_Task statement:_
Start at the top of the records below and copy them exactly to the end.

_Information:_
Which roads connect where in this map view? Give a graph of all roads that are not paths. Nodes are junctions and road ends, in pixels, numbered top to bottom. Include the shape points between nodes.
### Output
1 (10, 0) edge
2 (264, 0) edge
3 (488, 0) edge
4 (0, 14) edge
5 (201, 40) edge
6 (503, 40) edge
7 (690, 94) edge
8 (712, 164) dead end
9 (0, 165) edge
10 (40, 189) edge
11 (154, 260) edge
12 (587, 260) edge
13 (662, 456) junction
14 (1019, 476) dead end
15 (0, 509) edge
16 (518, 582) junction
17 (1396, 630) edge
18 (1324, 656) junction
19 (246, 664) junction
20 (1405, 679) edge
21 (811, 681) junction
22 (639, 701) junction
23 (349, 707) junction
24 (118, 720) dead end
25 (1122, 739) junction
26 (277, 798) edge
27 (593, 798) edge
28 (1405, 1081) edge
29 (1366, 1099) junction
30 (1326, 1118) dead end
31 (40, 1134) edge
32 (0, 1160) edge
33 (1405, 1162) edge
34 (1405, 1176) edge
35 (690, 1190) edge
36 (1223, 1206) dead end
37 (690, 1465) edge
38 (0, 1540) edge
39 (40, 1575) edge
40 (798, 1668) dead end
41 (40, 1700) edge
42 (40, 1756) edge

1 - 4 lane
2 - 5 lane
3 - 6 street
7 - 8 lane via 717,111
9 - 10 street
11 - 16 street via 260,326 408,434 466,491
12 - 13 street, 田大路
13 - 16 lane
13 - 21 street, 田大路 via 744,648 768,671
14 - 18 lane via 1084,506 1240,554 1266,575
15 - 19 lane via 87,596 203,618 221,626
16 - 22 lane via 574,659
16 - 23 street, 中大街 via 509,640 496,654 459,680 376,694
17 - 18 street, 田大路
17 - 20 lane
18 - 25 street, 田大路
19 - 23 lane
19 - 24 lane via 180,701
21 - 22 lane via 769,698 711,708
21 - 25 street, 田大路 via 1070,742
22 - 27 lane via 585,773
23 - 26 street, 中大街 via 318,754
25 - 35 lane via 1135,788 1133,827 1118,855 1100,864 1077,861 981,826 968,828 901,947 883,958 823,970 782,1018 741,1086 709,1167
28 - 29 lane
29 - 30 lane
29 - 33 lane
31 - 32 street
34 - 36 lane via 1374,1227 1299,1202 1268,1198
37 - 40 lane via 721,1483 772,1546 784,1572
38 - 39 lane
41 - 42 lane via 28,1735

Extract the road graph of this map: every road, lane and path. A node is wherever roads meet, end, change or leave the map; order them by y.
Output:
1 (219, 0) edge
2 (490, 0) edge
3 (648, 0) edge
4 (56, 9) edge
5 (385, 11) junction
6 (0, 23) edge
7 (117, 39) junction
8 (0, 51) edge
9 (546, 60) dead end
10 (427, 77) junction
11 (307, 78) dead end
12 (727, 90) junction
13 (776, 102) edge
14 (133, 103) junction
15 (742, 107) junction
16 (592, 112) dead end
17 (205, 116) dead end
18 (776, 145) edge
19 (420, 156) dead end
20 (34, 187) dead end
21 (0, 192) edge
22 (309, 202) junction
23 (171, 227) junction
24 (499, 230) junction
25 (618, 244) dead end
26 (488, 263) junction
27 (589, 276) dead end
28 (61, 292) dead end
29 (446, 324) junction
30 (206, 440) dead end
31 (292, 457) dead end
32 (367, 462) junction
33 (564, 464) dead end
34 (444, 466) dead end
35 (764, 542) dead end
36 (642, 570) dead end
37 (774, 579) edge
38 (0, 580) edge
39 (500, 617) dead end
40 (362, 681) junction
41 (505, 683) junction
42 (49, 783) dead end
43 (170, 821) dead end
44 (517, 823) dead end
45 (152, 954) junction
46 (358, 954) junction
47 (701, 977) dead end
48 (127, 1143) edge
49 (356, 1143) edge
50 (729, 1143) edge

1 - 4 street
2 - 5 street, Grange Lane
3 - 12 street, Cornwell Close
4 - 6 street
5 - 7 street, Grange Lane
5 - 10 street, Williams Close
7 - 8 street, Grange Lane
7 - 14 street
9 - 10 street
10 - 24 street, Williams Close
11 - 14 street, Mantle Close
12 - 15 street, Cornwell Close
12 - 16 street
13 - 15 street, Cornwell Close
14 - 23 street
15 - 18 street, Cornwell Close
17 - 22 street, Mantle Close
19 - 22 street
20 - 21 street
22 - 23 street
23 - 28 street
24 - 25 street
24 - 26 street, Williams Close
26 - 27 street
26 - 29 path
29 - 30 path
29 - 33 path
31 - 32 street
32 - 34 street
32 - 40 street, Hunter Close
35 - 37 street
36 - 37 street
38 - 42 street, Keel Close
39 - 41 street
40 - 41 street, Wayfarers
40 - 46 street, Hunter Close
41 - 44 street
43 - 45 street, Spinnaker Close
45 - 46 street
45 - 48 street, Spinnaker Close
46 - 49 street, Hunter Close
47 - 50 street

_Solved problem:_
Which roads connect where in this map view? Give a graph of all roads that are not paths. Nodes are junctions and road ends, in pixels, numbered top to bottom. Include the shape points between nodes.
### Output
1 (10, 0) edge
2 (264, 0) edge
3 (488, 0) edge
4 (0, 14) edge
5 (201, 40) edge
6 (503, 40) edge
7 (690, 94) edge
8 (712, 164) dead end
9 (0, 165) edge
10 (40, 189) edge
11 (154, 260) edge
12 (587, 260) edge
13 (662, 456) junction
14 (1019, 476) dead end
15 (0, 509) edge
16 (518, 582) junction
17 (1396, 630) edge
18 (1324, 656) junction
19 (246, 664) junction
20 (1405, 679) edge
21 (811, 681) junction
22 (639, 701) junction
23 (349, 707) junction
24 (118, 720) dead end
25 (1122, 739) junction
26 (277, 798) edge
27 (593, 798) edge
28 (1405, 1081) edge
29 (1366, 1099) junction
30 (1326, 1118) dead end
31 (40, 1134) edge
32 (0, 1160) edge
33 (1405, 1162) edge
34 (1405, 1176) edge
35 (690, 1190) edge
36 (1223, 1206) dead end
37 (690, 1465) edge
38 (0, 1540) edge
39 (40, 1575) edge
40 (798, 1668) dead end
41 (40, 1700) edge
42 (40, 1756) edge

1 - 4 lane
2 - 5 lane
3 - 6 street
7 - 8 lane via 717,111
9 - 10 street
11 - 16 street via 260,326 408,434 466,491
12 - 13 street, 田大路
13 - 16 lane
13 - 21 street, 田大路 via 744,648 768,671
14 - 18 lane via 1084,506 1240,554 1266,575
15 - 19 lane via 87,596 203,618 221,626
16 - 22 lane via 574,659
16 - 23 street, 中大街 via 509,640 496,654 459,680 376,694
17 - 18 street, 田大路
17 - 20 lane
18 - 25 street, 田大路
19 - 23 lane
19 - 24 lane via 180,701
21 - 22 lane via 769,698 711,708
21 - 25 street, 田大路 via 1070,742
22 - 27 lane via 585,773
23 - 26 street, 中大街 via 318,754
25 - 35 lane via 1135,788 1133,827 1118,855 1100,864 1077,861 981,826 968,828 901,947 883,958 823,970 782,1018 741,1086 709,1167
28 - 29 lane
29 - 30 lane
29 - 33 lane
31 - 32 street
34 - 36 lane via 1374,1227 1299,1202 1268,1198
37 - 40 lane via 721,1483 772,1546 784,1572
38 - 39 lane
41 - 42 lane via 28,1735

Extract the road graph of this map: every road, lane and path. A node is wherever roads meet, end, change or leave the map; order them by y.
Output:
1 (219, 0) edge
2 (490, 0) edge
3 (648, 0) edge
4 (56, 9) edge
5 (385, 11) junction
6 (0, 23) edge
7 (117, 39) junction
8 (0, 51) edge
9 (546, 60) dead end
10 (427, 77) junction
11 (307, 78) dead end
12 (727, 90) junction
13 (776, 102) edge
14 (133, 103) junction
15 (742, 107) junction
16 (592, 112) dead end
17 (205, 116) dead end
18 (776, 145) edge
19 (420, 156) dead end
20 (34, 187) dead end
21 (0, 192) edge
22 (309, 202) junction
23 (171, 227) junction
24 (499, 230) junction
25 (618, 244) dead end
26 (488, 263) junction
27 (589, 276) dead end
28 (61, 292) dead end
29 (446, 324) junction
30 (206, 440) dead end
31 (292, 457) dead end
32 (367, 462) junction
33 (564, 464) dead end
34 (444, 466) dead end
35 (764, 542) dead end
36 (642, 570) dead end
37 (774, 579) edge
38 (0, 580) edge
39 (500, 617) dead end
40 (362, 681) junction
41 (505, 683) junction
42 (49, 783) dead end
43 (170, 821) dead end
44 (517, 823) dead end
45 (152, 954) junction
46 (358, 954) junction
47 (701, 977) dead end
48 (127, 1143) edge
49 (356, 1143) edge
50 (729, 1143) edge

1 - 4 street
2 - 5 street, Grange Lane
3 - 12 street, Cornwell Close
4 - 6 street
5 - 7 street, Grange Lane
5 - 10 street, Williams Close
7 - 8 street, Grange Lane
7 - 14 street
9 - 10 street
10 - 24 street, Williams Close
11 - 14 street, Mantle Close
12 - 15 street, Cornwell Close
12 - 16 street
13 - 15 street, Cornwell Close
14 - 23 street
15 - 18 street, Cornwell Close
17 - 22 street, Mantle Close
19 - 22 street
20 - 21 street
22 - 23 street
23 - 28 street
24 - 25 street
24 - 26 street, Williams Close
26 - 27 street
26 - 29 path
29 - 30 path
29 - 33 path
31 - 32 street
32 - 34 street
32 - 40 street, Hunter Close
35 - 37 street
36 - 37 street
38 - 42 street, Keel Close
39 - 41 street
40 - 41 street, Wayfarers
40 - 46 street, Hunter Close
41 - 44 street
43 - 45 street, Spinnaker Close
45 - 46 street
45 - 48 street, Spinnaker Close
46 - 49 street, Hunter Close
47 - 50 street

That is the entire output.